__TASK DIRECTIONS__: Output the entire listing that follows verbatim.

__ENTRIES SUPPLIED__:
★ ★ ★

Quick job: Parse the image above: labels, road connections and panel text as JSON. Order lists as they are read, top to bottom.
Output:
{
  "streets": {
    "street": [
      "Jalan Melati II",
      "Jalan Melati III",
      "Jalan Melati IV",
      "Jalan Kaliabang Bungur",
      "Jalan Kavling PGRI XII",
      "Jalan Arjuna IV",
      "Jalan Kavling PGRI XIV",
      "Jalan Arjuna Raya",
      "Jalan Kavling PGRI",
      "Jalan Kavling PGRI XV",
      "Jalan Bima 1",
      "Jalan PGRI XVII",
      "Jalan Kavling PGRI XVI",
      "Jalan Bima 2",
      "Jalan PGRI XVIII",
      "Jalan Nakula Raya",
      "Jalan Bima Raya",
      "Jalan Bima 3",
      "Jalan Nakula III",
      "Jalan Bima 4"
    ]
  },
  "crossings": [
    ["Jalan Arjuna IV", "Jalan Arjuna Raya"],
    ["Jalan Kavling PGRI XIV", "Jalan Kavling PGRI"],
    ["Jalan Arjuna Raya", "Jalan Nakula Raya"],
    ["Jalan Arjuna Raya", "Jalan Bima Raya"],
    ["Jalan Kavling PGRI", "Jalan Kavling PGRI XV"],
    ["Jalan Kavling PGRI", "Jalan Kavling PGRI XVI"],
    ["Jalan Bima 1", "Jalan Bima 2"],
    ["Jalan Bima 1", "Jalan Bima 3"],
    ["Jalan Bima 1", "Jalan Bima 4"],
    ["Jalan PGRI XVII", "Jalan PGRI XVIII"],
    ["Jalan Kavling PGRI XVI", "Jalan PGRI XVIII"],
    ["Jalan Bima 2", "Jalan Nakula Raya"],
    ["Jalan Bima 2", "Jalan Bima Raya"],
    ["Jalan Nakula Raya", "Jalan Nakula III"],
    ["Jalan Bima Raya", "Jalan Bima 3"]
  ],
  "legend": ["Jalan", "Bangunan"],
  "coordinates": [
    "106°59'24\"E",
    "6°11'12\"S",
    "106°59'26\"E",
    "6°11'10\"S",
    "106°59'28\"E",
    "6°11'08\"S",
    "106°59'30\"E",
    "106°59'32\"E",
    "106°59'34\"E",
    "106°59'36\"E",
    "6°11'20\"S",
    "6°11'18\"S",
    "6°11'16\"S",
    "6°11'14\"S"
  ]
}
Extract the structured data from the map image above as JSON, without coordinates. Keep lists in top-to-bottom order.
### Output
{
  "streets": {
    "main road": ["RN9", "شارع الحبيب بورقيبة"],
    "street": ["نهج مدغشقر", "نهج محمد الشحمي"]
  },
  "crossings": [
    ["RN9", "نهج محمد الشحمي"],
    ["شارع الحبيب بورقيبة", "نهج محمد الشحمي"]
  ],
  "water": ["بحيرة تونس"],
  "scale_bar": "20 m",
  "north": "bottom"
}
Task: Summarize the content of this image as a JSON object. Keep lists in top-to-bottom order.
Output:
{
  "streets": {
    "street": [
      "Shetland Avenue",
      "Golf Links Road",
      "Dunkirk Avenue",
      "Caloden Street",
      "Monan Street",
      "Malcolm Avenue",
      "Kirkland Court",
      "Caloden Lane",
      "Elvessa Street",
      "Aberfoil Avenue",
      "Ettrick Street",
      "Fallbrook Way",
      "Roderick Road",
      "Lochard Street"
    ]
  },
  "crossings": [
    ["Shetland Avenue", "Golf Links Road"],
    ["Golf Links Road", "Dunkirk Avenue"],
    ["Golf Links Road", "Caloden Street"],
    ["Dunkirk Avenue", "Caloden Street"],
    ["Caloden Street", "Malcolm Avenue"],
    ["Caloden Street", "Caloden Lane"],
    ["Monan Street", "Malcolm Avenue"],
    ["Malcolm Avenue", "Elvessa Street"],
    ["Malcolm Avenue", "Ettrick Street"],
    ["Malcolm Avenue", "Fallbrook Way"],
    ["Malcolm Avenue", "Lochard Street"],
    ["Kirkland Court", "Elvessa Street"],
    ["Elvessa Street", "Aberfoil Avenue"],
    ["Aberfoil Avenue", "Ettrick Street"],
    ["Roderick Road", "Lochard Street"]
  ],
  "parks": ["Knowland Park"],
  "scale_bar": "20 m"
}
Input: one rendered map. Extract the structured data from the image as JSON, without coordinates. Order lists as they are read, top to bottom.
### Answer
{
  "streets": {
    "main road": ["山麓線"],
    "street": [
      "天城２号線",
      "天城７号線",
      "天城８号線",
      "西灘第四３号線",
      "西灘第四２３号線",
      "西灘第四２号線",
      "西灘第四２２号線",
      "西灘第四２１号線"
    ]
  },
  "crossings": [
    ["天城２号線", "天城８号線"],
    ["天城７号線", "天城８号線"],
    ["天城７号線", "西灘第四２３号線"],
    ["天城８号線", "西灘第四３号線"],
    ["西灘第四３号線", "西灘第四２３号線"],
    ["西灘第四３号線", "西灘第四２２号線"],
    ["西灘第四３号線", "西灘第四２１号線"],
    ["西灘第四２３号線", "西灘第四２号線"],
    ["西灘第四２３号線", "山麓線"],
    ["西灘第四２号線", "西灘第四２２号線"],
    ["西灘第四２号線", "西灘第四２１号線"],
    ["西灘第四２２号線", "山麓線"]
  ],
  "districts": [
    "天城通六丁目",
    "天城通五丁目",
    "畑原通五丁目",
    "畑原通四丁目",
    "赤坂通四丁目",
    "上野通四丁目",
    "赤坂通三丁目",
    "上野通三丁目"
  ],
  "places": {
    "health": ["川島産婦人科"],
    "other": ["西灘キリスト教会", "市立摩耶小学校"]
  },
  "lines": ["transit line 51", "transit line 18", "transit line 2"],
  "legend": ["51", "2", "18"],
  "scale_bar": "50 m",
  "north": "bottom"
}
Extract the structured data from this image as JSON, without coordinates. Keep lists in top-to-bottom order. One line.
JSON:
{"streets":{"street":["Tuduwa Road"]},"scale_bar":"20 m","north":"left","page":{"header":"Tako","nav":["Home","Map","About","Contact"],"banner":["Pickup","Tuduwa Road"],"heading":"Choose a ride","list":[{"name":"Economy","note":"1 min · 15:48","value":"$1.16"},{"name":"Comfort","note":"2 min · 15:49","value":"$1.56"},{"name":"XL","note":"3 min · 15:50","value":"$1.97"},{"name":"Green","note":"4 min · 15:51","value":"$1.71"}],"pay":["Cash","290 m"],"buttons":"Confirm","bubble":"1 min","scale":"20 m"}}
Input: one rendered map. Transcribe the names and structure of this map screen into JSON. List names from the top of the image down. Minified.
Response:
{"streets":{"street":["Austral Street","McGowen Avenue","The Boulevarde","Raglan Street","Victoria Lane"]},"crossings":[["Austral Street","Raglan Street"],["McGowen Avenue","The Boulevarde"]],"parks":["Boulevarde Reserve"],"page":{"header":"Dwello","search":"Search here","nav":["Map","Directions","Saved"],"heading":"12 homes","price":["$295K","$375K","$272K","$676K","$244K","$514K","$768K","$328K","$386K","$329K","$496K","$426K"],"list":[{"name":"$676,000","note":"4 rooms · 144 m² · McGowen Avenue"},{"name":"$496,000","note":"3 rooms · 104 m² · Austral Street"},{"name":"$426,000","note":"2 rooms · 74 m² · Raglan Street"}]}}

★ ★ ★

__SOLUTION FOR THIS TASK__:
Quick job: Parse the image above: labels, road connections and panel text as JSON. Order lists as they are read, top to bottom.
Output:
{
  "streets": {
    "street": [
      "Jalan Melati II",
      "Jalan Melati III",
      "Jalan Melati IV",
      "Jalan Kaliabang Bungur",
      "Jalan Kavling PGRI XII",
      "Jalan Arjuna IV",
      "Jalan Kavling PGRI XIV",
      "Jalan Arjuna Raya",
      "Jalan Kavling PGRI",
      "Jalan Kavling PGRI XV",
      "Jalan Bima 1",
      "Jalan PGRI XVII",
      "Jalan Kavling PGRI XVI",
      "Jalan Bima 2",
      "Jalan PGRI XVIII",
      "Jalan Nakula Raya",
      "Jalan Bima Raya",
      "Jalan Bima 3",
      "Jalan Nakula III",
      "Jalan Bima 4"
    ]
  },
  "crossings": [
    ["Jalan Arjuna IV", "Jalan Arjuna Raya"],
    ["Jalan Kavling PGRI XIV", "Jalan Kavling PGRI"],
    ["Jalan Arjuna Raya", "Jalan Nakula Raya"],
    ["Jalan Arjuna Raya", "Jalan Bima Raya"],
    ["Jalan Kavling PGRI", "Jalan Kavling PGRI XV"],
    ["Jalan Kavling PGRI", "Jalan Kavling PGRI XVI"],
    ["Jalan Bima 1", "Jalan Bima 2"],
    ["Jalan Bima 1", "Jalan Bima 3"],
    ["Jalan Bima 1", "Jalan Bima 4"],
    ["Jalan PGRI XVII", "Jalan PGRI XVIII"],
    ["Jalan Kavling PGRI XVI", "Jalan PGRI XVIII"],
    ["Jalan Bima 2", "Jalan Nakula Raya"],
    ["Jalan Bima 2", "Jalan Bima Raya"],
    ["Jalan Nakula Raya", "Jalan Nakula III"],
    ["Jalan Bima Raya", "Jalan Bima 3"]
  ],
  "legend": ["Jalan", "Bangunan"],
  "coordinates": [
    "106°59'24\"E",
    "6°11'12\"S",
    "106°59'26\"E",
    "6°11'10\"S",
    "106°59'28\"E",
    "6°11'08\"S",
    "106°59'30\"E",
    "106°59'32\"E",
    "106°59'34\"E",
    "106°59'36\"E",
    "6°11'20\"S",
    "6°11'18\"S",
    "6°11'16\"S",
    "6°11'14\"S"
  ]
}
Extract the structured data from the map image above as JSON, without coordinates. Keep lists in top-to-bottom order.
### Output
{
  "streets": {
    "main road": ["RN9", "شارع الحبيب بورقيبة"],
    "street": ["نهج مدغشقر", "نهج محمد الشحمي"]
  },
  "crossings": [
    ["RN9", "نهج محمد الشحمي"],
    ["شارع الحبيب بورقيبة", "نهج محمد الشحمي"]
  ],
  "water": ["بحيرة تونس"],
  "scale_bar": "20 m",
  "north": "bottom"
}
Task: Summarize the content of this image as a JSON object. Keep lists in top-to-bottom order.
Output:
{
  "streets": {
    "street": [
      "Shetland Avenue",
      "Golf Links Road",
      "Dunkirk Avenue",
      "Caloden Street",
      "Monan Street",
      "Malcolm Avenue",
      "Kirkland Court",
      "Caloden Lane",
      "Elvessa Street",
      "Aberfoil Avenue",
      "Ettrick Street",
      "Fallbrook Way",
      "Roderick Road",
      "Lochard Street"
    ]
  },
  "crossings": [
    ["Shetland Avenue", "Golf Links Road"],
    ["Golf Links Road", "Dunkirk Avenue"],
    ["Golf Links Road", "Caloden Street"],
    ["Dunkirk Avenue", "Caloden Street"],
    ["Caloden Street", "Malcolm Avenue"],
    ["Caloden Street", "Caloden Lane"],
    ["Monan Street", "Malcolm Avenue"],
    ["Malcolm Avenue", "Elvessa Street"],
    ["Malcolm Avenue", "Ettrick Street"],
    ["Malcolm Avenue", "Fallbrook Way"],
    ["Malcolm Avenue", "Lochard Street"],
    ["Kirkland Court", "Elvessa Street"],
    ["Elvessa Street", "Aberfoil Avenue"],
    ["Aberfoil Avenue", "Ettrick Street"],
    ["Roderick Road", "Lochard Street"]
  ],
  "parks": ["Knowland Park"],
  "scale_bar": "20 m"
}
Input: one rendered map. Extract the structured data from the image as JSON, without coordinates. Order lists as they are read, top to bottom.
### Answer
{
  "streets": {
    "main road": ["山麓線"],
    "street": [
      "天城２号線",
      "天城７号線",
      "天城８号線",
      "西灘第四３号線",
      "西灘第四２３号線",
      "西灘第四２号線",
      "西灘第四２２号線",
      "西灘第四２１号線"
    ]
  },
  "crossings": [
    ["天城２号線", "天城８号線"],
    ["天城７号線", "天城８号線"],
    ["天城７号線", "西灘第四２３号線"],
    ["天城８号線", "西灘第四３号線"],
    ["西灘第四３号線", "西灘第四２３号線"],
    ["西灘第四３号線", "西灘第四２２号線"],
    ["西灘第四３号線", "西灘第四２１号線"],
    ["西灘第四２３号線", "西灘第四２号線"],
    ["西灘第四２３号線", "山麓線"],
    ["西灘第四２号線", "西灘第四２２号線"],
    ["西灘第四２号線", "西灘第四２１号線"],
    ["西灘第四２２号線", "山麓線"]
  ],
  "districts": [
    "天城通六丁目",
    "天城通五丁目",
    "畑原通五丁目",
    "畑原通四丁目",
    "赤坂通四丁目",
    "上野通四丁目",
    "赤坂通三丁目",
    "上野通三丁目"
  ],
  "places": {
    "health": ["川島産婦人科"],
    "other": ["西灘キリスト教会", "市立摩耶小学校"]
  },
  "lines": ["transit line 51", "transit line 18", "transit line 2"],
  "legend": ["51", "2", "18"],
  "scale_bar": "50 m",
  "north": "bottom"
}
Extract the structured data from this image as JSON, without coordinates. Keep lists in top-to-bottom order. One line.
JSON:
{"streets":{"street":["Tuduwa Road"]},"scale_bar":"20 m","north":"left","page":{"header":"Tako","nav":["Home","Map","About","Contact"],"banner":["Pickup","Tuduwa Road"],"heading":"Choose a ride","list":[{"name":"Economy","note":"1 min · 15:48","value":"$1.16"},{"name":"Comfort","note":"2 min · 15:49","value":"$1.56"},{"name":"XL","note":"3 min · 15:50","value":"$1.97"},{"name":"Green","note":"4 min · 15:51","value":"$1.71"}],"pay":["Cash","290 m"],"buttons":"Confirm","bubble":"1 min","scale":"20 m"}}
Input: one rendered map. Transcribe the names and structure of this map screen into JSON. List names from the top of the image down. Minified.
Response:
{"streets":{"street":["Austral Street","McGowen Avenue","The Boulevarde","Raglan Street","Victoria Lane"]},"crossings":[["Austral Street","Raglan Street"],["McGowen Avenue","The Boulevarde"]],"parks":["Boulevarde Reserve"],"page":{"header":"Dwello","search":"Search here","nav":["Map","Directions","Saved"],"heading":"12 homes","price":["$295K","$375K","$272K","$676K","$244K","$514K","$768K","$328K","$386K","$329K","$496K","$426K"],"list":[{"name":"$676,000","note":"4 rooms · 144 m² · McGowen Avenue"},{"name":"$496,000","note":"3 rooms · 104 m² · Austral Street"},{"name":"$426,000","note":"2 rooms · 74 m² · Raglan Street"}]}}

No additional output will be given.